PROVIDED MATERIAL
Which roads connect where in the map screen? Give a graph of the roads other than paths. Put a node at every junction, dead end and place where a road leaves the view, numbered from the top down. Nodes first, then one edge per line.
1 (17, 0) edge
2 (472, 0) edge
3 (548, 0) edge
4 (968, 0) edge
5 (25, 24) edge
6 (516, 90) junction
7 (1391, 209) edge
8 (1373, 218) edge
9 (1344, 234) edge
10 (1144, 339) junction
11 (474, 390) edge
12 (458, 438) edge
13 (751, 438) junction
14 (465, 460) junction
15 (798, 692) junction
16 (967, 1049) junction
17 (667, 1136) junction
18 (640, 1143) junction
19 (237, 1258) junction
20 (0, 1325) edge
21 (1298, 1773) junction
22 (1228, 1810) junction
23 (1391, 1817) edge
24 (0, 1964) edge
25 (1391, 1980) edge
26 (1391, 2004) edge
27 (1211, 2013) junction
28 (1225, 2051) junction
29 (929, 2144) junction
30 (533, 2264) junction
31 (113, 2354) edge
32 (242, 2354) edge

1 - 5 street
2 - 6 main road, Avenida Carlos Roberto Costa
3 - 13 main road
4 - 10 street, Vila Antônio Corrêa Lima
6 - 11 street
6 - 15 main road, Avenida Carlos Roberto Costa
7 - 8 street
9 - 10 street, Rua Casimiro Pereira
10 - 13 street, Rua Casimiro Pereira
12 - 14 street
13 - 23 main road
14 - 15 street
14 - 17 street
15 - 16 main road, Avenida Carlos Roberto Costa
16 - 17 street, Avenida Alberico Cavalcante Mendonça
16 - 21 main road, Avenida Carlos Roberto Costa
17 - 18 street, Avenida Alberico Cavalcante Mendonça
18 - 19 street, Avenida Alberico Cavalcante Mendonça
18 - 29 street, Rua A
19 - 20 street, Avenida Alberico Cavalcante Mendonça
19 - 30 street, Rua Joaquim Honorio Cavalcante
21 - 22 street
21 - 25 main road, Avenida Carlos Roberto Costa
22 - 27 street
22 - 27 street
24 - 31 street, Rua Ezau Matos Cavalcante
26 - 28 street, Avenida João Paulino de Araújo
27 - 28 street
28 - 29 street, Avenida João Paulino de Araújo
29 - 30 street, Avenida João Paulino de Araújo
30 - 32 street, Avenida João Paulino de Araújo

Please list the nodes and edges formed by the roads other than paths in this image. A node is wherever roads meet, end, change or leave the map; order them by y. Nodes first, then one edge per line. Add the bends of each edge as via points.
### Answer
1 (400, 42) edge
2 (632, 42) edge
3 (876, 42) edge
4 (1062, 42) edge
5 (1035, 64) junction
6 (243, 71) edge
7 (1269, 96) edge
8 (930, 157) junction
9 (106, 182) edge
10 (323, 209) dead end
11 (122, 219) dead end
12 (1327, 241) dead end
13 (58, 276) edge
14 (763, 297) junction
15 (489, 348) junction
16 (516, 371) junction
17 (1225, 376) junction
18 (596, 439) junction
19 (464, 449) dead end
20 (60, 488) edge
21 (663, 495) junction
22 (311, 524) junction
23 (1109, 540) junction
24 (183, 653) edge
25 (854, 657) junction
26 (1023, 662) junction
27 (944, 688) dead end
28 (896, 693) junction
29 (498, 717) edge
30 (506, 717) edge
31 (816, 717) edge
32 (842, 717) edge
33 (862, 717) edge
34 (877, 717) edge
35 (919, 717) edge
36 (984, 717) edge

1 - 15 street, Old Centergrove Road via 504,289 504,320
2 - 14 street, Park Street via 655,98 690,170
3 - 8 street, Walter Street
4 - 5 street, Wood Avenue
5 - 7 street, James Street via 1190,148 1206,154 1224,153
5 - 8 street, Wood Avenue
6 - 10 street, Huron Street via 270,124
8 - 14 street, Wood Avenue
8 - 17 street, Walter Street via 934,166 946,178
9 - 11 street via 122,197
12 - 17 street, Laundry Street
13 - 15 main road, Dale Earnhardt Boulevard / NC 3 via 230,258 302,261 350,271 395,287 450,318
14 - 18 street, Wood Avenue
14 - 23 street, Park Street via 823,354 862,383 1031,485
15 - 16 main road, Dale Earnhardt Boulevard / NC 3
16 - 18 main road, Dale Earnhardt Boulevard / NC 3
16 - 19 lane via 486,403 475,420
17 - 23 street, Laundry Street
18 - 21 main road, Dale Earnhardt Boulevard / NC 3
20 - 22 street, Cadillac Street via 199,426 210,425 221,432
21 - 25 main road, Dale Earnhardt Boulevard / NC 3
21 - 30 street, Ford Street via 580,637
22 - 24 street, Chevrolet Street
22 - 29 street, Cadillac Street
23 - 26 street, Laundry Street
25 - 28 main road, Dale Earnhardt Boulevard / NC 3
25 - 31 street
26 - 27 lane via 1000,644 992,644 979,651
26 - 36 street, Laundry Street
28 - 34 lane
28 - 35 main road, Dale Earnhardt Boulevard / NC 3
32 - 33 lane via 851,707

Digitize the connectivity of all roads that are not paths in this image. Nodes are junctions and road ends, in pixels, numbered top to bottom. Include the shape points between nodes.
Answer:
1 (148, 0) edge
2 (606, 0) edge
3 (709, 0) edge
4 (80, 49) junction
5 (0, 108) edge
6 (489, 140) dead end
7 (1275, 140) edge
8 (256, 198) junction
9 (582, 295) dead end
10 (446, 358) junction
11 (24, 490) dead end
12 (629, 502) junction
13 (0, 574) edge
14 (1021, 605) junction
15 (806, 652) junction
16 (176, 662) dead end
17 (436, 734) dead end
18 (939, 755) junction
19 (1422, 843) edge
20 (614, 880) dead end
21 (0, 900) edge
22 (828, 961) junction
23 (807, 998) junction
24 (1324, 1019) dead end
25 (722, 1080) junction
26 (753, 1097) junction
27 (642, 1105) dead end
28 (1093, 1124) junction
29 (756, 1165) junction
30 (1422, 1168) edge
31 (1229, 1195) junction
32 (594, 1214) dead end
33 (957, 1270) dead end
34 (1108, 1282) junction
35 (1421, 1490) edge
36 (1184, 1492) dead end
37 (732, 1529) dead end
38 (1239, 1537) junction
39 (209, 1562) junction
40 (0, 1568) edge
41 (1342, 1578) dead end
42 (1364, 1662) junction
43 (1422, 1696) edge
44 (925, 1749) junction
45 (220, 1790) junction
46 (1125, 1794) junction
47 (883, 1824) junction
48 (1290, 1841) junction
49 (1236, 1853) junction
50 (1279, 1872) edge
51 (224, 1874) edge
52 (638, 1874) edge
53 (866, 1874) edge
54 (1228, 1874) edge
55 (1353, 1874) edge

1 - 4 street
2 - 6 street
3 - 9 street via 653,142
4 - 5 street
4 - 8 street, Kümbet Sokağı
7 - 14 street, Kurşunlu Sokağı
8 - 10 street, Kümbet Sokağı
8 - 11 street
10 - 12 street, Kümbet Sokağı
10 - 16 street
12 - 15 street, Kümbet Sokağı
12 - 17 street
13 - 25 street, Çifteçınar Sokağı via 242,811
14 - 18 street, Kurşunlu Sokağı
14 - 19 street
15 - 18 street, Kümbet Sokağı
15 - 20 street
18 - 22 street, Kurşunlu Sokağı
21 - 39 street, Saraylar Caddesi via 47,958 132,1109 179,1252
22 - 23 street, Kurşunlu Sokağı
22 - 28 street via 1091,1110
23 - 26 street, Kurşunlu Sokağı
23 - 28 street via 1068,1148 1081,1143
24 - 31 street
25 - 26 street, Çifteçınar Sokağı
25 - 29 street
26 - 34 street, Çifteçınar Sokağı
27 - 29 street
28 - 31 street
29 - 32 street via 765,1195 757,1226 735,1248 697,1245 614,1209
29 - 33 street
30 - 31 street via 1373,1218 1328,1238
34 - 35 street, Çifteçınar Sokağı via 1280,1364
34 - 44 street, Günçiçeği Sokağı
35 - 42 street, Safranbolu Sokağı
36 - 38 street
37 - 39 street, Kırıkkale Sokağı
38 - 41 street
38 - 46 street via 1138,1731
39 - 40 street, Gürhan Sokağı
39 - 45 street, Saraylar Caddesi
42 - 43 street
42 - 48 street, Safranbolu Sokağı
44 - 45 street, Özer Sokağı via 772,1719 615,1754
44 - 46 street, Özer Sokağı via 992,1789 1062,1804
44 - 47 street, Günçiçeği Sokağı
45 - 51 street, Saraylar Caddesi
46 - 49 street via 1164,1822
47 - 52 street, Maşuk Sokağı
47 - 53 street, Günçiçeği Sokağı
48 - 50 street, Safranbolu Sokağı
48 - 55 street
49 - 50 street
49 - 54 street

TASK GOAL
Tally the lines of the records holding the word "Pereira", then state only the tally.

RESULT OF THIS TASK
2